For guesstimating someone's location, such as for a search of nearby points of interest, these sources and City/State/ZIP sets are probably fine, they don't need to be exact. But for address validation in a data entry scenario? Absolutely not--validate the whole address or don't bother at all.
Just a friendly reminder to take a step back and remember the data source's intended use!
\end{been-there-done-that}
Modern zip code databases contain columns for City, State fields.
http://sourceforge.net/projects/zips/
http://www.populardata.com/
Using the Ziptastic HTTP/JSON API
This is a pretty new service, but according to their documentation, it looks like all you need to do is send a GET request to http://ziptasticapi.com, like so:
GET http://ziptasticapi.com/48867
And they will return a JSON object along the lines of:
{"country": "US", "state": "MI", "city": "OWOSSO"}
Indeed, it works. You can test this from a command line by doing something like:
curl http://ziptasticapi.com/48867
Using the US Postal Service HTTP/XML API
According to this page on the US Postal Service website which documents their XML based web API, specifically Section 4.0 (page 22) of this PDF document, they have a URL where you can send an XML request containing a 5 digit Zip Code and they will respond with an XML document containing the corresponding City and State.

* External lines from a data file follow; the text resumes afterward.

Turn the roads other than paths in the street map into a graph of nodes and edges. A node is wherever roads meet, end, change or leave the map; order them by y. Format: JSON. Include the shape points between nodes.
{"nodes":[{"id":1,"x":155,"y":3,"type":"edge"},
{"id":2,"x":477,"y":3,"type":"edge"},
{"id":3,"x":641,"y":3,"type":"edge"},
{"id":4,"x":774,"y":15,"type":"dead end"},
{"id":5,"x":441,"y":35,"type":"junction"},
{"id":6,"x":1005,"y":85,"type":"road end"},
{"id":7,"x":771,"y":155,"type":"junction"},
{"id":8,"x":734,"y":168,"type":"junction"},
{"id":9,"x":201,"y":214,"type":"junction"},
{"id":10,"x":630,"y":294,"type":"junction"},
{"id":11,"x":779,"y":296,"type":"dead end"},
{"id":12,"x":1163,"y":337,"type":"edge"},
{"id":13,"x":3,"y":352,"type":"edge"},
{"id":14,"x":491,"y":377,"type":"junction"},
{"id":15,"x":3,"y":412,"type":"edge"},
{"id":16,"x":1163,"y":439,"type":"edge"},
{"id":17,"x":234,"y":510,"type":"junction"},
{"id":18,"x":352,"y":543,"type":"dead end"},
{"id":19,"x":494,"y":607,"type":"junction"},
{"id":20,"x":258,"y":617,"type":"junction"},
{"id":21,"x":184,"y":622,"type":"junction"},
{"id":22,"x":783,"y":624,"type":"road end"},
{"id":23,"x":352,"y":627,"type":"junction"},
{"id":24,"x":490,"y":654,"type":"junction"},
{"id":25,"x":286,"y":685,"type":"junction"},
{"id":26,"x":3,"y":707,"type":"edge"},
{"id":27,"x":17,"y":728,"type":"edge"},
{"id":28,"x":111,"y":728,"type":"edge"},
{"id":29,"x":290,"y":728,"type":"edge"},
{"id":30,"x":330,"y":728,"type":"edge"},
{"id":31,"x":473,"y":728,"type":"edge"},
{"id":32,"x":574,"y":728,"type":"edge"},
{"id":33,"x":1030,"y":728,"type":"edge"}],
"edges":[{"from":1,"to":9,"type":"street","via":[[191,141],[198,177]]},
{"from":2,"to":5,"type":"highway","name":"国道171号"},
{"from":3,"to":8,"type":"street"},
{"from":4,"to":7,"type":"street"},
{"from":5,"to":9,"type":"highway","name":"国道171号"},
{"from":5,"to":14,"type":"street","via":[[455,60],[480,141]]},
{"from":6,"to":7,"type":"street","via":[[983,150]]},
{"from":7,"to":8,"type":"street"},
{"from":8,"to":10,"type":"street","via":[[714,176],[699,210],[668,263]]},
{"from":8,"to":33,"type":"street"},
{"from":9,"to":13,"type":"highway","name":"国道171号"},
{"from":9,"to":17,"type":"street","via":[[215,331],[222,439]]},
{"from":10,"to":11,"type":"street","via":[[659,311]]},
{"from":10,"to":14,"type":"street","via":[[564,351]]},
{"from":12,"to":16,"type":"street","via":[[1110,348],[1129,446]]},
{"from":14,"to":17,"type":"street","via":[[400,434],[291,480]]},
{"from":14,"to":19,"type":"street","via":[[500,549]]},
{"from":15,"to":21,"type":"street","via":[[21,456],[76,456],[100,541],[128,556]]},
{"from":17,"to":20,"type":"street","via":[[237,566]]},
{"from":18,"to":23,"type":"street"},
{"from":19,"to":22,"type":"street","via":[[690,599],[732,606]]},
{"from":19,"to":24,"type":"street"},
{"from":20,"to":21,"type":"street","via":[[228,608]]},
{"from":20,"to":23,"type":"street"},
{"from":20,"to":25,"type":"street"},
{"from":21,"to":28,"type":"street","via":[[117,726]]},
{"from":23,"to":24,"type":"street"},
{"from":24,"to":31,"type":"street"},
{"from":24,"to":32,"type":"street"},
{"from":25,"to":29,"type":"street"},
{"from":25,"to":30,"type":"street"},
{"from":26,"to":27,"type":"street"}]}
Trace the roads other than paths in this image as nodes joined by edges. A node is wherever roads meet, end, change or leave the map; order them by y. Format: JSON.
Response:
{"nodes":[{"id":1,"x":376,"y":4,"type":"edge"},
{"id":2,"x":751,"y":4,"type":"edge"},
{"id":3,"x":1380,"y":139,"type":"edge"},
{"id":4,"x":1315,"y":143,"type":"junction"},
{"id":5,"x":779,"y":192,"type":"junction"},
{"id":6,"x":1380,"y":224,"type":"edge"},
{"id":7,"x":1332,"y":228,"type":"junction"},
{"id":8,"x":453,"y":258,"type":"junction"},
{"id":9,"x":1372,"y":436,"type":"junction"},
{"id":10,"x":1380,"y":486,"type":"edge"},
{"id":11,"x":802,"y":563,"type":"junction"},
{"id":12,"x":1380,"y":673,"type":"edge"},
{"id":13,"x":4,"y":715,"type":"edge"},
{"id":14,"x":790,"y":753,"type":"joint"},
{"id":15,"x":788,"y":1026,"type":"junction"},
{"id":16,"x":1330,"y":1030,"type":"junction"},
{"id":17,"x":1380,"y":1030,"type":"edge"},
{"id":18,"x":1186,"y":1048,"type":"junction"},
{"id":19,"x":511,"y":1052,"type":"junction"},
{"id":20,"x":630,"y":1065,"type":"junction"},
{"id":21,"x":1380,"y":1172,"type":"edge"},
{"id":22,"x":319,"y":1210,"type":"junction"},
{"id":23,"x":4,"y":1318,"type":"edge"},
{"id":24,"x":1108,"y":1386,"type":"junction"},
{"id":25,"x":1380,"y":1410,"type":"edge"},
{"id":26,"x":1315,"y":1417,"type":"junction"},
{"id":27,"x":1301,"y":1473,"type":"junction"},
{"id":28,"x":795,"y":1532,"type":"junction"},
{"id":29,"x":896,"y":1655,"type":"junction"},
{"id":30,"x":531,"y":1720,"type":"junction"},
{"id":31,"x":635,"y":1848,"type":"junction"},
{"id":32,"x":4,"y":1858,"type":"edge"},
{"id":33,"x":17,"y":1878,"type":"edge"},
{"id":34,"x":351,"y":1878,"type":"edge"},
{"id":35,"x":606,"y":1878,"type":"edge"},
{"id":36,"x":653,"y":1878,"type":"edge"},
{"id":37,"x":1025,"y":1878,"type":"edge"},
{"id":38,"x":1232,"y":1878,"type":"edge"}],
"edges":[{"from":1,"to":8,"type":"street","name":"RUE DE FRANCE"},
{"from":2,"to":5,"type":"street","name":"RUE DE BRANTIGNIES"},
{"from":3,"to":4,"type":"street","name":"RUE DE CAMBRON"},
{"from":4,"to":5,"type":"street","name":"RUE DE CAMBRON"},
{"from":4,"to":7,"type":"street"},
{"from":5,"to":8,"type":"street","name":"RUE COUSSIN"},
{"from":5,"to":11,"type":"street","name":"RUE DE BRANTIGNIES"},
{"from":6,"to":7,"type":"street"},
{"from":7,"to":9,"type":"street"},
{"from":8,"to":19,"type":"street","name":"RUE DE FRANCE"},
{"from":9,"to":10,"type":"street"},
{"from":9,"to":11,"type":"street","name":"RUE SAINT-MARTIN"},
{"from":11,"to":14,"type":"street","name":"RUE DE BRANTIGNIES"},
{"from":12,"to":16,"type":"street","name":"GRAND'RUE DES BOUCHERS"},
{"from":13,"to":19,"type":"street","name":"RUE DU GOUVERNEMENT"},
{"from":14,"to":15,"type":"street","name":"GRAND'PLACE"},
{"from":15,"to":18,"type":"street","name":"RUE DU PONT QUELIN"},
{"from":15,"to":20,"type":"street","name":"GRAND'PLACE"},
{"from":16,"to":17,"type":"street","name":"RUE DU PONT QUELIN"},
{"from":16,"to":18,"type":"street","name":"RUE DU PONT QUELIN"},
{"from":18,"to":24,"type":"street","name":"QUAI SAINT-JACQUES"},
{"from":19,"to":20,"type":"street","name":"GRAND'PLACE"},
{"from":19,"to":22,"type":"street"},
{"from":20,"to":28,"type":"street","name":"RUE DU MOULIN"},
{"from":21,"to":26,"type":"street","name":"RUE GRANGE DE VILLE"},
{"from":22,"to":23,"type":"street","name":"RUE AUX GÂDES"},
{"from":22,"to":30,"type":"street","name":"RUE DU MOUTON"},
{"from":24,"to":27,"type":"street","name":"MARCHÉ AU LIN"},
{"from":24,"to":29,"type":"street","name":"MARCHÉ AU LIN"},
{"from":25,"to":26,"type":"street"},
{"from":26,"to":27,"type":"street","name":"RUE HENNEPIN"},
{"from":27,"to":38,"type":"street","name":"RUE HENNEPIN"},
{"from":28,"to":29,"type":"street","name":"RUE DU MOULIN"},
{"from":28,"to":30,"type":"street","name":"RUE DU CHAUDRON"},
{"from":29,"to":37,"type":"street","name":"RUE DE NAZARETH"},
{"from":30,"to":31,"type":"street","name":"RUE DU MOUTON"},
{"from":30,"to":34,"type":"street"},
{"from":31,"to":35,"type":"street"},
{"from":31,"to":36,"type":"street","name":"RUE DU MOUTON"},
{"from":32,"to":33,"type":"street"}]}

According to their documentation, here's what you would send:
http://SERVERNAME/ShippingAPITest.dll?API=CityStateLookup&XML=<CityStateLookupRequest%20USERID="xxxxxxx"><ZipCode ID= "0"><Zip5>90210</Zip5></ZipCode></CityStateLookupRequest>
And here's what you would receive back:
<?xml version="1.0"?>
<CityStateLookupResponse>
<ZipCode ID="0">
<Zip5>90210</Zip5>
<City>BEVERLY HILLS</City>
<State>CA</State>
</ZipCode>
</CityStateLookupResponse>
USPS does require that you register with them before you can use the API, but, as far as I could tell, there is no charge for access. By the way, their API has some other features: you can do Address Standardization and Zip Code Lookup, as well as the whole suite of tracking, shipping, labels, etc.
I'll try to answer the question "HOW should I populate...", and not "SHOULD I populate..."
Assuming you are going to do this more than once, you would want to build your own database. This could be nothing more than a text file you downloaded from any of the many sources (see Pentium10 reply here). When you need a city name, you search for the ZIP, and extract the city/state text. To speed things up, you would sort the table in numeric order by ZIP, build an index of lines, and use a binary search.
If you ZIP database looked like (from sourceforge):
"zip code", "state abbreviation", "latitude", "longitude", "city", "state"
"35004", "AL", " 33.606379", " -86.50249", "Moody", "Alabama"
"35005", "AL", " 33.592585", " -86.95969", "Adamsville", "Alabama"
"35006", "AL", " 33.451714", " -87.23957", "Adger", "Alabama"
The most simple-minded extraction from the text would go something like
$zipLine = lookup($ZIP);
if($zipLine) {
$fields = explode(", ", $zipLine);
$city = $fields[4];
$state = $fields[5];
} else {
die "$ZIP not found";
}
If you are just playing with text in PHP, that's all you need. But if you have a database application, you would do everything in SQL. Further details on your application may elicit more detailed responses.